The digital media community has converged on two primary open-source and cross-platform tools for facilitating this physical-to-digital migration: MakeMKV and HandBrake. Each serves a distinct, critical role in the overall workflow.

MakeMKV

MakeMKV is an application designed to convert proprietary optical disc formats, such as DVD and Blu-ray, into the Matroska (MKV) container format. Its primary function is to "remux" the audio and video streams directly from the disc, bypassing re-encoding. This process is inherently lossless in terms of media data, preserving the original quality of the audio and video tracks without alteration. MakeMKV is notable for its ability to decrypt AACS and BD+ protections commonly found on Blu-ray discs, a capability that positions it as an indispensable first step in the archival process.

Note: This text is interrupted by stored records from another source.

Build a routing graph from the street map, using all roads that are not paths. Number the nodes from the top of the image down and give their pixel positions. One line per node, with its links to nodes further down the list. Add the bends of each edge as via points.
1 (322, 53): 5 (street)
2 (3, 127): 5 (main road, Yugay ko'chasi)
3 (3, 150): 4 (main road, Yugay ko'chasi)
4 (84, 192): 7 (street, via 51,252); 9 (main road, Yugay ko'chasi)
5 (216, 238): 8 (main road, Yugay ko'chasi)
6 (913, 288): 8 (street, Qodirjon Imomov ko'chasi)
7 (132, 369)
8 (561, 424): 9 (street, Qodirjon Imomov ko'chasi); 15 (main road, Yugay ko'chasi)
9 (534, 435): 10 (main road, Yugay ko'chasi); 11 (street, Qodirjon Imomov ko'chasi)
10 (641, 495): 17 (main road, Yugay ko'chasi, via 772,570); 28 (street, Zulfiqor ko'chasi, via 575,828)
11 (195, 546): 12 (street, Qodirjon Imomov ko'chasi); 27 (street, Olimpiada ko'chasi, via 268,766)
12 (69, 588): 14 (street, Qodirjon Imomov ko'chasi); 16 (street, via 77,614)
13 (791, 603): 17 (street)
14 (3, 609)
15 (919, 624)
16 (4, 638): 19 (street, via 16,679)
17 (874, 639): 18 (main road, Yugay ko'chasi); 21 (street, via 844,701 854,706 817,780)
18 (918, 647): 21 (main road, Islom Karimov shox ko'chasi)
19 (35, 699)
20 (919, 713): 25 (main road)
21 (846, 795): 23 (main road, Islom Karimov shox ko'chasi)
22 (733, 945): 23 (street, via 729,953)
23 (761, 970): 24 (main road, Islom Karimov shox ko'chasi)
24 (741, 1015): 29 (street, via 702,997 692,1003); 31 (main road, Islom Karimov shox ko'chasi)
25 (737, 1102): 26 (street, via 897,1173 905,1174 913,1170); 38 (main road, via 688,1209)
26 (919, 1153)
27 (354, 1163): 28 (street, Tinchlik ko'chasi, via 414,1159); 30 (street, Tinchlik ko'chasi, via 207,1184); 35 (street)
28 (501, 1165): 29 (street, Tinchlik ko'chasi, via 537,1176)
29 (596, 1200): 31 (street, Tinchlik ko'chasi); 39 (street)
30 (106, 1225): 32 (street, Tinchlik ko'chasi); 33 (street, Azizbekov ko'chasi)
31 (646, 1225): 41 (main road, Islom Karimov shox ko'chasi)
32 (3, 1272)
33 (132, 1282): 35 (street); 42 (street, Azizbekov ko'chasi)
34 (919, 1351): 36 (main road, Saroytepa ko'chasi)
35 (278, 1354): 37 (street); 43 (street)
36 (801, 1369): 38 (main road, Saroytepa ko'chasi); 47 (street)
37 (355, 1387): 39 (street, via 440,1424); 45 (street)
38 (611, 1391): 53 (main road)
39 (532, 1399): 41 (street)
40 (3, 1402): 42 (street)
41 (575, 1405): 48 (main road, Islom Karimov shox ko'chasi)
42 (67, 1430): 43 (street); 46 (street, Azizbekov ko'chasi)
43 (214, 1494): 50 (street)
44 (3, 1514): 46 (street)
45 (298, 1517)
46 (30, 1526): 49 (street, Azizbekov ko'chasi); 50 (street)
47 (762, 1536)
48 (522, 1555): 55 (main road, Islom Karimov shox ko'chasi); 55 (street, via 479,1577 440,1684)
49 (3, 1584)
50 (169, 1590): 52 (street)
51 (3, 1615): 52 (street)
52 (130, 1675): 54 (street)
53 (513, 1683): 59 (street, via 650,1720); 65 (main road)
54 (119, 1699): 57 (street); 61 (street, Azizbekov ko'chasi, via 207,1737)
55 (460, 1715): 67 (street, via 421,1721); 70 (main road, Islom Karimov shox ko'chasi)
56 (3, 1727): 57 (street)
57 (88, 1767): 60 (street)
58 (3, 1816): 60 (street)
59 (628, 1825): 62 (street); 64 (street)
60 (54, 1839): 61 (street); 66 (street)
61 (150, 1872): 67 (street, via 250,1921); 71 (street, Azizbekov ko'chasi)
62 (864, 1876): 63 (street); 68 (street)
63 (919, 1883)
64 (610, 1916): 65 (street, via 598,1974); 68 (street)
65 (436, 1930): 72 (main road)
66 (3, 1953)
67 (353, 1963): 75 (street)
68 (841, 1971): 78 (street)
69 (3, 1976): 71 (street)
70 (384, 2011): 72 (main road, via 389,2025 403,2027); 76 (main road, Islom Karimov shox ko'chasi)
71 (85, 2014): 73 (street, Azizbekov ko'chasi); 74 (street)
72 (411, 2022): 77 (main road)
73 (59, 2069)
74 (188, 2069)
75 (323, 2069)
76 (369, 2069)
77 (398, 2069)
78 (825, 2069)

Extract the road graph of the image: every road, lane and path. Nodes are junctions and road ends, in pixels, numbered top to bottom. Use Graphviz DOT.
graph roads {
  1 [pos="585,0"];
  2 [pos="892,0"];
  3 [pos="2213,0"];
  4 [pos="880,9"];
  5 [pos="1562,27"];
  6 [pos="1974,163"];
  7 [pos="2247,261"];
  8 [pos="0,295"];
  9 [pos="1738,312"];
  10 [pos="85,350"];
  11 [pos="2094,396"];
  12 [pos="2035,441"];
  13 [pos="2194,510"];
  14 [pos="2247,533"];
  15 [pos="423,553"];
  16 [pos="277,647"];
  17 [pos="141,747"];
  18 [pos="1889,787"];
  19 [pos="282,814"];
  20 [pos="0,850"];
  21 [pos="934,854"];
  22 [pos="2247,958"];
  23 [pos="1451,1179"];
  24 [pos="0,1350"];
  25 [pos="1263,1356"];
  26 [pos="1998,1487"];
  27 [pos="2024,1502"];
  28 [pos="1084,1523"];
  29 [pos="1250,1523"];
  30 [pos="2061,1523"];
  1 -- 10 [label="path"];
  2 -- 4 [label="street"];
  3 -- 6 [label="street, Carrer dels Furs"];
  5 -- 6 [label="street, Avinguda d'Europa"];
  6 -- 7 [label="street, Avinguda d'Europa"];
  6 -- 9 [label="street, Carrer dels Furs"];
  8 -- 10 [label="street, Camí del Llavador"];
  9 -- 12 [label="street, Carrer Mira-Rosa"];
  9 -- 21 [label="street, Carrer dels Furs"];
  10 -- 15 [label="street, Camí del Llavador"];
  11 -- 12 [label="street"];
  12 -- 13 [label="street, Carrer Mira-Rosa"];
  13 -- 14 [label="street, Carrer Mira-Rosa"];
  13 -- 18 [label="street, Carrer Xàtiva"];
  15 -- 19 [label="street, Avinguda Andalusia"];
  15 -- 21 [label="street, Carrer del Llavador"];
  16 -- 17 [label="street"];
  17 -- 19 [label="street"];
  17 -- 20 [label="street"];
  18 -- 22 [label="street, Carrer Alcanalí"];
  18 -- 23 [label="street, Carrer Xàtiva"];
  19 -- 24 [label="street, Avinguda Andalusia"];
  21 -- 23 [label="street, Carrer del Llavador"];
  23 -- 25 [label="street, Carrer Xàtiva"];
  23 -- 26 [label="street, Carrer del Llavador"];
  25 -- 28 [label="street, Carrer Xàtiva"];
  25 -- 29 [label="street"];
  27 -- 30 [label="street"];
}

The output of MakeMKV is typically a large MKV file, often mirroring the size of the original disc content. For a standard Blu-ray, this can range from 20GB to 50GB or more, depending on the disc's content and duration. While ideal for archival purity, these large files are often impractical for routine playback on constrained devices or for storage in large quantities due to their significant storage footprint.

HandBrake

Following the lossless extraction by MakeMKV, HandBrake enters the workflow as a powerful, multi-platform video transcoder. Its purpose is to convert video from virtually any format into a selection of modern, widely supported codecs (e.g., H.264, H.265, VP9, AV1) within various container formats (e.g., MP4, MKV, WebM). HandBrake is renowned for its extensive configurability, allowing users fine-grained control over encoding parameters such as resolution, bitrate, frame rate, audio tracks, subtitle tracks, deinterlacing, denoising, and more.

The primary benefit of HandBrake is its ability to significantly reduce file sizes while maintaining a user-defined level of visual and auditory quality. This compression is crucial for managing large digital libraries, optimizing files for streaming, and ensuring compatibility across a broad spectrum of playback devices. The complexity, however, arises from the sheer number of available settings and the iterative nature of finding an optimal balance between quality and file size for different types of content.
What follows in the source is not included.